### What is expected:
Nothing but an exact repetition of the entries should appear in the answer.

### Study material:
▶
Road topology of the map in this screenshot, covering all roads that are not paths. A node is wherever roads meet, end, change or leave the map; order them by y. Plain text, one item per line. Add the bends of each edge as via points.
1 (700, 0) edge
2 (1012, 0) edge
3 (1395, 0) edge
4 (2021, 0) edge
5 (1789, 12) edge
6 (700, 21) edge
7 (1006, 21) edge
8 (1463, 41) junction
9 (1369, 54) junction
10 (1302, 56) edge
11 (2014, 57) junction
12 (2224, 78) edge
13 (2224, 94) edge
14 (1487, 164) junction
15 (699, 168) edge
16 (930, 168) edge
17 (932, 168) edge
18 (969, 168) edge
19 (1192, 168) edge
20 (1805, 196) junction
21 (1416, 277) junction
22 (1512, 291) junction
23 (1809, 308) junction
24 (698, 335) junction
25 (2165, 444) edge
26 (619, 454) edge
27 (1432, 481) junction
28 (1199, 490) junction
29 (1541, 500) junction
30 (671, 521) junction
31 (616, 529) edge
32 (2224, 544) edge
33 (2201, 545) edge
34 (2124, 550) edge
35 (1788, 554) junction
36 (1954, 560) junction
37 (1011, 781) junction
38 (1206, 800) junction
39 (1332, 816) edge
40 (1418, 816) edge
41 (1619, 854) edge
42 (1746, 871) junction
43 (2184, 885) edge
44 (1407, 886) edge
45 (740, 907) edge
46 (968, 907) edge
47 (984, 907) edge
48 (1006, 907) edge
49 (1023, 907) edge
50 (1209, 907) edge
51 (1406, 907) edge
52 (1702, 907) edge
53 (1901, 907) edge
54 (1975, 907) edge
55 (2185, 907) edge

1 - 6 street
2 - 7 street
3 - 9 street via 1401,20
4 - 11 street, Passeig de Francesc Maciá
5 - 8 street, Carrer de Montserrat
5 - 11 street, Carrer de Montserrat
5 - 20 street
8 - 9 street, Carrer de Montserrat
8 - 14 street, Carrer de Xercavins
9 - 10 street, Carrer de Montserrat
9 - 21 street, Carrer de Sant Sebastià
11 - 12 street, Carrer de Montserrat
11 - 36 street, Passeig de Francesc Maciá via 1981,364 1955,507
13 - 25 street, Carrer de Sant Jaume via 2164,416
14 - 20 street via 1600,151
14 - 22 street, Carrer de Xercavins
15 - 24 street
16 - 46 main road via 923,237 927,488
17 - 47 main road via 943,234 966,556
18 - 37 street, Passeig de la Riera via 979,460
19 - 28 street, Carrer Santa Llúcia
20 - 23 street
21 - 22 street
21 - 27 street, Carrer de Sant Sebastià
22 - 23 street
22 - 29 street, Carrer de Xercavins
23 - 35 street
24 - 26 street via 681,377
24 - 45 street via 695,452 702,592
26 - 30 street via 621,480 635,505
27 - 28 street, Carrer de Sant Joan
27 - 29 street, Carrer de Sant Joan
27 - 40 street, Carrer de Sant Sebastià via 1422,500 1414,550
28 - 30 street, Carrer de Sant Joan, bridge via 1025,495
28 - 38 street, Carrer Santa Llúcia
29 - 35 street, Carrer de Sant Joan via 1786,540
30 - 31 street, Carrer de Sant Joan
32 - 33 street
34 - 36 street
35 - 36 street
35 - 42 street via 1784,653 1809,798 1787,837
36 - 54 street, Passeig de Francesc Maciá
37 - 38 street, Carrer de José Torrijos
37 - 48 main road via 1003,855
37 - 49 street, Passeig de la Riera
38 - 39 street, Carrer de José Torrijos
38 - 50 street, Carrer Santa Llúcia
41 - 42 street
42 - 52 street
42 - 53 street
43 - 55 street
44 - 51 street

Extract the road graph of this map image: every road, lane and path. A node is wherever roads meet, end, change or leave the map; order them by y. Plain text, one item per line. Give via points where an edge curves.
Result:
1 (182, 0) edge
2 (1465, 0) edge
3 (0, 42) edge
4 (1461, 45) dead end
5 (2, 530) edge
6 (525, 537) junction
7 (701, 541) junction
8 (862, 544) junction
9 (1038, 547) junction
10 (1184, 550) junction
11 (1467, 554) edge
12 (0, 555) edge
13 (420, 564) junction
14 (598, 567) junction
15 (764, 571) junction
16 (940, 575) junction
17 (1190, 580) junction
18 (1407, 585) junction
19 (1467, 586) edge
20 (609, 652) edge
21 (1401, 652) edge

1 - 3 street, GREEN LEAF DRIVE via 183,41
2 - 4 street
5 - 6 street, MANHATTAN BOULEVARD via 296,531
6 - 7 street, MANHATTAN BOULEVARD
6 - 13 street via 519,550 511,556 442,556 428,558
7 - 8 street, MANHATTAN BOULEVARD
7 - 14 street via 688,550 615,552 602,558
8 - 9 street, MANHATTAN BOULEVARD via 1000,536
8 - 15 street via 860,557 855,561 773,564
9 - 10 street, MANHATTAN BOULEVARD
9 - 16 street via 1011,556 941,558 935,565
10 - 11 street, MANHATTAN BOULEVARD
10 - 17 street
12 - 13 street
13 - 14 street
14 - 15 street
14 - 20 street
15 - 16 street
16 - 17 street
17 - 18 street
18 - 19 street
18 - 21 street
◀
### Problem solution:
Road topology of the map in this screenshot, covering all roads that are not paths. A node is wherever roads meet, end, change or leave the map; order them by y. Plain text, one item per line. Add the bends of each edge as via points.
1 (700, 0) edge
2 (1012, 0) edge
3 (1395, 0) edge
4 (2021, 0) edge
5 (1789, 12) edge
6 (700, 21) edge
7 (1006, 21) edge
8 (1463, 41) junction
9 (1369, 54) junction
10 (1302, 56) edge
11 (2014, 57) junction
12 (2224, 78) edge
13 (2224, 94) edge
14 (1487, 164) junction
15 (699, 168) edge
16 (930, 168) edge
17 (932, 168) edge
18 (969, 168) edge
19 (1192, 168) edge
20 (1805, 196) junction
21 (1416, 277) junction
22 (1512, 291) junction
23 (1809, 308) junction
24 (698, 335) junction
25 (2165, 444) edge
26 (619, 454) edge
27 (1432, 481) junction
28 (1199, 490) junction
29 (1541, 500) junction
30 (671, 521) junction
31 (616, 529) edge
32 (2224, 544) edge
33 (2201, 545) edge
34 (2124, 550) edge
35 (1788, 554) junction
36 (1954, 560) junction
37 (1011, 781) junction
38 (1206, 800) junction
39 (1332, 816) edge
40 (1418, 816) edge
41 (1619, 854) edge
42 (1746, 871) junction
43 (2184, 885) edge
44 (1407, 886) edge
45 (740, 907) edge
46 (968, 907) edge
47 (984, 907) edge
48 (1006, 907) edge
49 (1023, 907) edge
50 (1209, 907) edge
51 (1406, 907) edge
52 (1702, 907) edge
53 (1901, 907) edge
54 (1975, 907) edge
55 (2185, 907) edge

1 - 6 street
2 - 7 street
3 - 9 street via 1401,20
4 - 11 street, Passeig de Francesc Maciá
5 - 8 street, Carrer de Montserrat
5 - 11 street, Carrer de Montserrat
5 - 20 street
8 - 9 street, Carrer de Montserrat
8 - 14 street, Carrer de Xercavins
9 - 10 street, Carrer de Montserrat
9 - 21 street, Carrer de Sant Sebastià
11 - 12 street, Carrer de Montserrat
11 - 36 street, Passeig de Francesc Maciá via 1981,364 1955,507
13 - 25 street, Carrer de Sant Jaume via 2164,416
14 - 20 street via 1600,151
14 - 22 street, Carrer de Xercavins
15 - 24 street
16 - 46 main road via 923,237 927,488
17 - 47 main road via 943,234 966,556
18 - 37 street, Passeig de la Riera via 979,460
19 - 28 street, Carrer Santa Llúcia
20 - 23 street
21 - 22 street
21 - 27 street, Carrer de Sant Sebastià
22 - 23 street
22 - 29 street, Carrer de Xercavins
23 - 35 street
24 - 26 street via 681,377
24 - 45 street via 695,452 702,592
26 - 30 street via 621,480 635,505
27 - 28 street, Carrer de Sant Joan
27 - 29 street, Carrer de Sant Joan
27 - 40 street, Carrer de Sant Sebastià via 1422,500 1414,550
28 - 30 street, Carrer de Sant Joan, bridge via 1025,495
28 - 38 street, Carrer Santa Llúcia
29 - 35 street, Carrer de Sant Joan via 1786,540
30 - 31 street, Carrer de Sant Joan
32 - 33 street
34 - 36 street
35 - 36 street
35 - 42 street via 1784,653 1809,798 1787,837
36 - 54 street, Passeig de Francesc Maciá
37 - 38 street, Carrer de José Torrijos
37 - 48 main road via 1003,855
37 - 49 street, Passeig de la Riera
38 - 39 street, Carrer de José Torrijos
38 - 50 street, Carrer Santa Llúcia
41 - 42 street
42 - 52 street
42 - 53 street
43 - 55 street
44 - 51 street

Extract the road graph of this map image: every road, lane and path. A node is wherever roads meet, end, change or leave the map; order them by y. Plain text, one item per line. Give via points where an edge curves.
Result:
1 (182, 0) edge
2 (1465, 0) edge
3 (0, 42) edge
4 (1461, 45) dead end
5 (2, 530) edge
6 (525, 537) junction
7 (701, 541) junction
8 (862, 544) junction
9 (1038, 547) junction
10 (1184, 550) junction
11 (1467, 554) edge
12 (0, 555) edge
13 (420, 564) junction
14 (598, 567) junction
15 (764, 571) junction
16 (940, 575) junction
17 (1190, 580) junction
18 (1407, 585) junction
19 (1467, 586) edge
20 (609, 652) edge
21 (1401, 652) edge

1 - 3 street, GREEN LEAF DRIVE via 183,41
2 - 4 street
5 - 6 street, MANHATTAN BOULEVARD via 296,531
6 - 7 street, MANHATTAN BOULEVARD
6 - 13 street via 519,550 511,556 442,556 428,558
7 - 8 street, MANHATTAN BOULEVARD
7 - 14 street via 688,550 615,552 602,558
8 - 9 street, MANHATTAN BOULEVARD via 1000,536
8 - 15 street via 860,557 855,561 773,564
9 - 10 street, MANHATTAN BOULEVARD
9 - 16 street via 1011,556 941,558 935,565
10 - 11 street, MANHATTAN BOULEVARD
10 - 17 street
12 - 13 street
13 - 14 street
14 - 15 street
14 - 20 street
15 - 16 street
16 - 17 street
17 - 18 street
18 - 19 street
18 - 21 street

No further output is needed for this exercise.